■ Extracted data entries
-*-

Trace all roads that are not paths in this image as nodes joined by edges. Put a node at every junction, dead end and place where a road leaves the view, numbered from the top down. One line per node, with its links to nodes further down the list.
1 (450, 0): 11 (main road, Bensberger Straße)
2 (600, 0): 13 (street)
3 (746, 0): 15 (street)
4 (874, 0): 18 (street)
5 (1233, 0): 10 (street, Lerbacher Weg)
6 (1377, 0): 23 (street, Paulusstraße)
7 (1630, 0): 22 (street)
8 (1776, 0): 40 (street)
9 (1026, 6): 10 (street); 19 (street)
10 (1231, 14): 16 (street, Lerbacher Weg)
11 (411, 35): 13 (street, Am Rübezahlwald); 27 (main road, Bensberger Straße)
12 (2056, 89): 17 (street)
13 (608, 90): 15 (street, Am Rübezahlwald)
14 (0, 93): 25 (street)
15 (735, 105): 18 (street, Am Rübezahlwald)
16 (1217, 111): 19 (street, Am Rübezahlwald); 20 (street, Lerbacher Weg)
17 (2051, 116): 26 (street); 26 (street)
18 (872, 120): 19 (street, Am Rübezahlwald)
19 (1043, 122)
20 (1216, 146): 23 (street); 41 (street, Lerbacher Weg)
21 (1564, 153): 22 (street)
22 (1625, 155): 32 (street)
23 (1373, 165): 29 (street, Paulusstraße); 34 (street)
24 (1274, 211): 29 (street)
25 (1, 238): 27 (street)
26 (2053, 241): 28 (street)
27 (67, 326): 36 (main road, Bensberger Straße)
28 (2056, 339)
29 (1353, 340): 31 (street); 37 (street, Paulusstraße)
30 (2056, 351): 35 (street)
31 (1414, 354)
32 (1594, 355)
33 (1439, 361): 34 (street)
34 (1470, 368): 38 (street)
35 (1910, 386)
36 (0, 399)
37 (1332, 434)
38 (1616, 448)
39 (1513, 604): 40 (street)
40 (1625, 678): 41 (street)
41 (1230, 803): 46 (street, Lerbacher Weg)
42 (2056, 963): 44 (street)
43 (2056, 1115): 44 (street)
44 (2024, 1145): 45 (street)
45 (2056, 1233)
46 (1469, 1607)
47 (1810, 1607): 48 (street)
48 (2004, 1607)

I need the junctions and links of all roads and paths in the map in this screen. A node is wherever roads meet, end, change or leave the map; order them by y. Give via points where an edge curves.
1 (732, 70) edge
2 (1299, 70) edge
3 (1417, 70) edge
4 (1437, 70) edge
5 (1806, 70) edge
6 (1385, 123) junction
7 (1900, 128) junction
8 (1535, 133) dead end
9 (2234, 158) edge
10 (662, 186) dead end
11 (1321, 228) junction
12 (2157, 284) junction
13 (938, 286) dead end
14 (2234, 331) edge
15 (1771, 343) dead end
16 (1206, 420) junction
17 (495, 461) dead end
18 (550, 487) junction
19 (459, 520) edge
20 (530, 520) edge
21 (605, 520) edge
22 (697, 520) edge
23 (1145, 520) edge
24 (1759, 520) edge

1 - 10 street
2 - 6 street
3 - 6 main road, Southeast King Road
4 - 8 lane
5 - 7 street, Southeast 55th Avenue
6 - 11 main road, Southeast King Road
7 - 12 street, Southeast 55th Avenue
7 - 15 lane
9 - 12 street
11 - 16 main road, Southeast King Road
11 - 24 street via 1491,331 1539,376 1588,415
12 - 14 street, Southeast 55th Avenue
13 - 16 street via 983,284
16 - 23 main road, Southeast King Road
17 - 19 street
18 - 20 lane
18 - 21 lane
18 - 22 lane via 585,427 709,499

-*-

■ YOUR TASK
Among the lines above, find those with the word "Southeast". Copy them.

■ RESPONSE TO THE EXERCISE
3 - 6 main road, Southeast King Road
5 - 7 street, Southeast 55th Avenue
6 - 11 main road, Southeast King Road
7 - 12 street, Southeast 55th Avenue
11 - 16 main road, Southeast King Road
12 - 14 street, Southeast 55th Avenue
16 - 23 main road, Southeast King Road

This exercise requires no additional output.